:: Work order ::
Lift out all lines below that contain "down".

Records from a data source
◆ ◆ ◆ ◆

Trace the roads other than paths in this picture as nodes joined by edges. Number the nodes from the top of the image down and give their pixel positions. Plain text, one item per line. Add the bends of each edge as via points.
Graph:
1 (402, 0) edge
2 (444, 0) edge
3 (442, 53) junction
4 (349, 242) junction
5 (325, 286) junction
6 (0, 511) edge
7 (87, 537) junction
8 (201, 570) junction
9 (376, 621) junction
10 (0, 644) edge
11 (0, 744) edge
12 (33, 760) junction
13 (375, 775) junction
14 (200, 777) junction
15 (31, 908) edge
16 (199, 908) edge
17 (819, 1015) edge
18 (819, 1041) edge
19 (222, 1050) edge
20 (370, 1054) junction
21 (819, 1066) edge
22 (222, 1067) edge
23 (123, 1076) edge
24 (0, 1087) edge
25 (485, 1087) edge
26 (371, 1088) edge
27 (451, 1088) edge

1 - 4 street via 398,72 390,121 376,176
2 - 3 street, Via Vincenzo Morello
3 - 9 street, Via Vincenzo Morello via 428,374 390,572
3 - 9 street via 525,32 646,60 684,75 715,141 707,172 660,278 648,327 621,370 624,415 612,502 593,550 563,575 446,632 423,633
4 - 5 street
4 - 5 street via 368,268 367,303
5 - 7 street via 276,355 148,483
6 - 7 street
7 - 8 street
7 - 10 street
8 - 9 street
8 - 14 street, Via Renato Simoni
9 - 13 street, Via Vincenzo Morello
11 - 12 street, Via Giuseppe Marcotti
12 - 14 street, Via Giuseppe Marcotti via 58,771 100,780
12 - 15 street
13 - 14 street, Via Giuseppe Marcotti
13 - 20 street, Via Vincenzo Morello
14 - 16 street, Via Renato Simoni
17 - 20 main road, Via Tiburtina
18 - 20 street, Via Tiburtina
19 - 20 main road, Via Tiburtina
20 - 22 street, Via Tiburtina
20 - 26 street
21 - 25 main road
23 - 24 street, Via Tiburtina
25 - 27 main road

◆ ◆ ◆ ◆

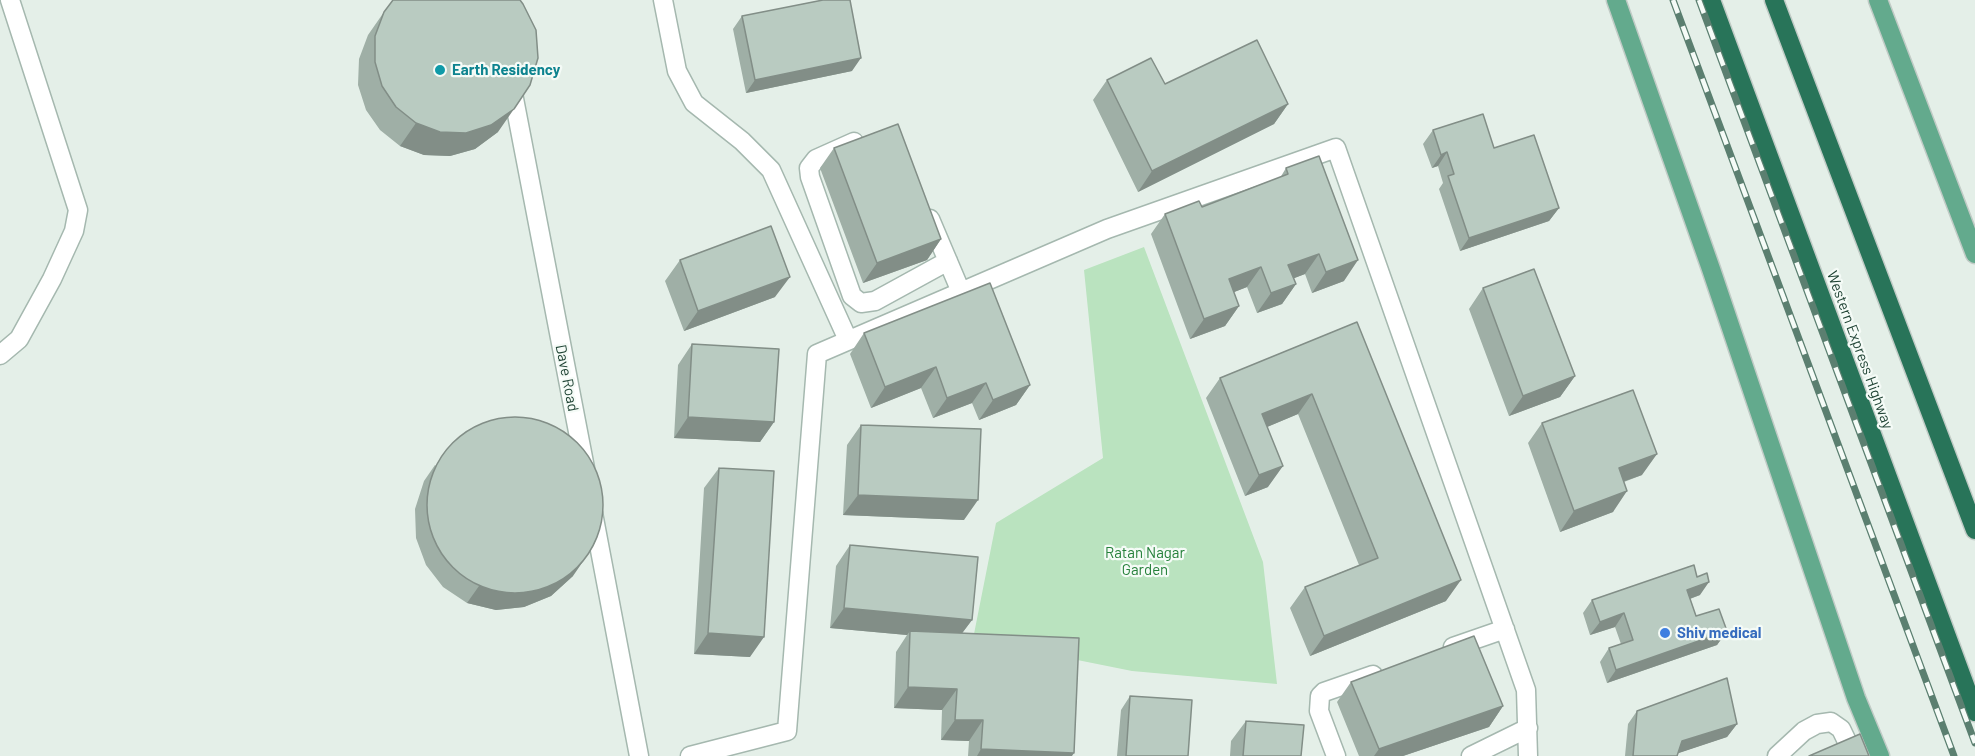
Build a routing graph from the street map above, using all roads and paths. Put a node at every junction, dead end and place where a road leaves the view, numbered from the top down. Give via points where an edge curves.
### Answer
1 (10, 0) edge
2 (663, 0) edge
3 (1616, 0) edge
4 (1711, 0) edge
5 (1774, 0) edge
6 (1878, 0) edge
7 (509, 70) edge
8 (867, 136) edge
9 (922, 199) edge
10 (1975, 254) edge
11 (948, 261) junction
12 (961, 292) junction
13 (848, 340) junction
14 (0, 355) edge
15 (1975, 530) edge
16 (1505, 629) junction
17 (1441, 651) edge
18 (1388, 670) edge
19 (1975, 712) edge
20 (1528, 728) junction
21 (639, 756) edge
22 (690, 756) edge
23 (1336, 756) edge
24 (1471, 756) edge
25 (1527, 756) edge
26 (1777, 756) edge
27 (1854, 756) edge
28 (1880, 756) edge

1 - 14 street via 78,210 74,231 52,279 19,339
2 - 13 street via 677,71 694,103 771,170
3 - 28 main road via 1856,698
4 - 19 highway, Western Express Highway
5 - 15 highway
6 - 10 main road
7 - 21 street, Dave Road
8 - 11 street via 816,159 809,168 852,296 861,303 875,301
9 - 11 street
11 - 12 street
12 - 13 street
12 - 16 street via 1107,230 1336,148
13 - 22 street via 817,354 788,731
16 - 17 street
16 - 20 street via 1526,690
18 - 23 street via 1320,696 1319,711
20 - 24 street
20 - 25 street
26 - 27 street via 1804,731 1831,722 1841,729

◆ ◆ ◆ ◆

:: Exercise response ::
Trace the roads other than paths in this picture as nodes joined by edges. Number the nodes from the top of the image down and give their pixel positions. Plain text, one item per line. Add the bends of each edge as via points.
Build a routing graph from the street map above, using all roads and paths. Put a node at every junction, dead end and place where a road leaves the view, numbered from the top down. Give via points where an edge curves.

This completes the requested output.